It seems axiomatic that when an insured has to institute litigation against its insurance company to determine whether or not insurance coverage exists, and insurance coverage is found to exists, the insured should be entitled to attorney’s fees pursuant to Section 627.428, Fla. Stat.  However, as seen by a recent Federal Court decision, such is not always the case.

    In Mizner Tower Condominium Assoc., Inc. v. QBE Ins. Corp. 2008 WL 151414 (S.D.Fla. Jan. 15, 2008), the court determined that an insured is not entitled to attorneys fees and costs when a “judgment” does not result in payment of wrongfully denied benefits.

    In Mizner, the insurer conditionally extended a commercial residential policy to the condominium association.  Continuation of coverage (beyond a date certain) was based upon the condominium association’s completion of certain loss prevention conditions.  Prior to the date certain, the insured condominium association complied with the notice requirements and informed the insurance company that the required loss prevention measures had been satisfactorily completed.

    However, nearly three months after the date certain, the insured association notified the insurer that seven of the condominium’s shutters might not be in compliance with the insured’s underwriting requirements.  The insured asked the insurance company to inspect the shutters and make a determination whether the insurance policy was still valid in light of the shutters.  In response, the insurer stated that the continuing insurance coverage had been conditioned upon the insured’s representation that the loss prevention conditions were completed, and stated “the Association’s coverage could be jeopardized due to a material misrepresentation.”  The insurer took no further action, and apparently did not make a site visit to inspect the shutters or make any determination as to the validity of the policy.  

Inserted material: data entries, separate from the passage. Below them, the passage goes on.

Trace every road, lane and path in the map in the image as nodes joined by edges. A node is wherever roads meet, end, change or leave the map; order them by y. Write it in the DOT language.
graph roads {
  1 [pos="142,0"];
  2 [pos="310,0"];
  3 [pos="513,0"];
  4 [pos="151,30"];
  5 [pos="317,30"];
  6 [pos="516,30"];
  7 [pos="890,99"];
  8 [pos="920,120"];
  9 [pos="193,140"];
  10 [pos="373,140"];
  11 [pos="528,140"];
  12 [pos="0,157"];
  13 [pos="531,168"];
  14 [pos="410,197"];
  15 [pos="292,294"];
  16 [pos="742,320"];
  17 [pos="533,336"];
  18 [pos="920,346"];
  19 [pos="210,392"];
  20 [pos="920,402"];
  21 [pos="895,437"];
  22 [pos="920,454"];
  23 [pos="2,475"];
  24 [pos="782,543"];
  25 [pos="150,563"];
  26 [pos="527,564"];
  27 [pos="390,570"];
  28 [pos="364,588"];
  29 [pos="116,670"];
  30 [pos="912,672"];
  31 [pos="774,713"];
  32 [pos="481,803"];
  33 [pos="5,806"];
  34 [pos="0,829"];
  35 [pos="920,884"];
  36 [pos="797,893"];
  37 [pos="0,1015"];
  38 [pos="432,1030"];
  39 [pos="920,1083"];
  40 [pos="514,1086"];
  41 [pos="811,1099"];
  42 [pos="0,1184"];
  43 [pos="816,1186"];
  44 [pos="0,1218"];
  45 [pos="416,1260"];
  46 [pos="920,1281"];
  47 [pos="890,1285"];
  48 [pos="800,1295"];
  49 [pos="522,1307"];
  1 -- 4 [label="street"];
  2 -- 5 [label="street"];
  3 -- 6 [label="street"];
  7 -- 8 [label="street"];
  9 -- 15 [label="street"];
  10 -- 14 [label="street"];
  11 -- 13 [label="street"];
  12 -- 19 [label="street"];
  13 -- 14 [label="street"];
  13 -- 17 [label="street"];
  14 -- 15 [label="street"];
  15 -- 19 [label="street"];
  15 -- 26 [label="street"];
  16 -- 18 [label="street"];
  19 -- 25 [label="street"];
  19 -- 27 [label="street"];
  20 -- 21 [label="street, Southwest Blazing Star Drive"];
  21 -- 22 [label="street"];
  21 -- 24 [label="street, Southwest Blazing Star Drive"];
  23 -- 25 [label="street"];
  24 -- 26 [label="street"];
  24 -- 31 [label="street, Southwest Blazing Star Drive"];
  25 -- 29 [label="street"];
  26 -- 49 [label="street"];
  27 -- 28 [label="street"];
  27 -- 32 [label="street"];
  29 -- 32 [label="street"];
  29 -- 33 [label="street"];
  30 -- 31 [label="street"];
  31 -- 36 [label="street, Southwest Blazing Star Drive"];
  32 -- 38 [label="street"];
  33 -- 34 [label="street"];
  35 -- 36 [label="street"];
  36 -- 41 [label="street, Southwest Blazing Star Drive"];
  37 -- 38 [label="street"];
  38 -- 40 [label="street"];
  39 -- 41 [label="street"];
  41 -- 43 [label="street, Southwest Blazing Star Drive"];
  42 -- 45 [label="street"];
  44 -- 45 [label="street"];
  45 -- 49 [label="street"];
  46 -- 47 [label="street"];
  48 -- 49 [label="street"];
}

    The insured, over the next few weeks, repeatedly asked the insurance company to instruct whether or not the insurer still provided hurricane coverage, and threatened to file a declaratory judgment action if it received no response.  Ultimately, a little over a month after notifying the insurer about the problem shutters, the insured filed the dec action to establish coverage.  

    Eight days after the dec action was filed, the insurance company sent correspondence to the insured which confirmed that hurricane coverage would remain “in full force and effect for the remainder of the current policy period.”   Shortly thereafter, the insurance company filed a motion to dismiss/motion for summary judgment.  The Trial court determined (1) it was undisputed that the insured sought judicial determination that the policy was valid and enforceable; (2) the insurance company provided the  insured with written confirmation that the policy was valid and enforceable; and (3) summary judgment was appropriate.   

    The insured disagreed, stating the insurance company’s confirmation of a valid and enforceable policy–which came after suit was filed–operated as a confession of judgment, entitling the insured to attorney’s fees pursuant to Section 627.428, Fla. Stat.  The court held that attorney’s fees were not available under the facts of the case:

“The Court is unaware of, and the [insured] has not provided any, legal basis for awarding fees pursuant to the above Section in a case where a judgment does not result in payment of wrongfully denied benefits.  The [insured] seeks to apply this Section to any claim between an insured and an insurance company where the insurer prevails regardless of whether or not an insurer has wrongfully withheld payment of a valid claim for benefits.  I decline to extend this Section’s reach so far.”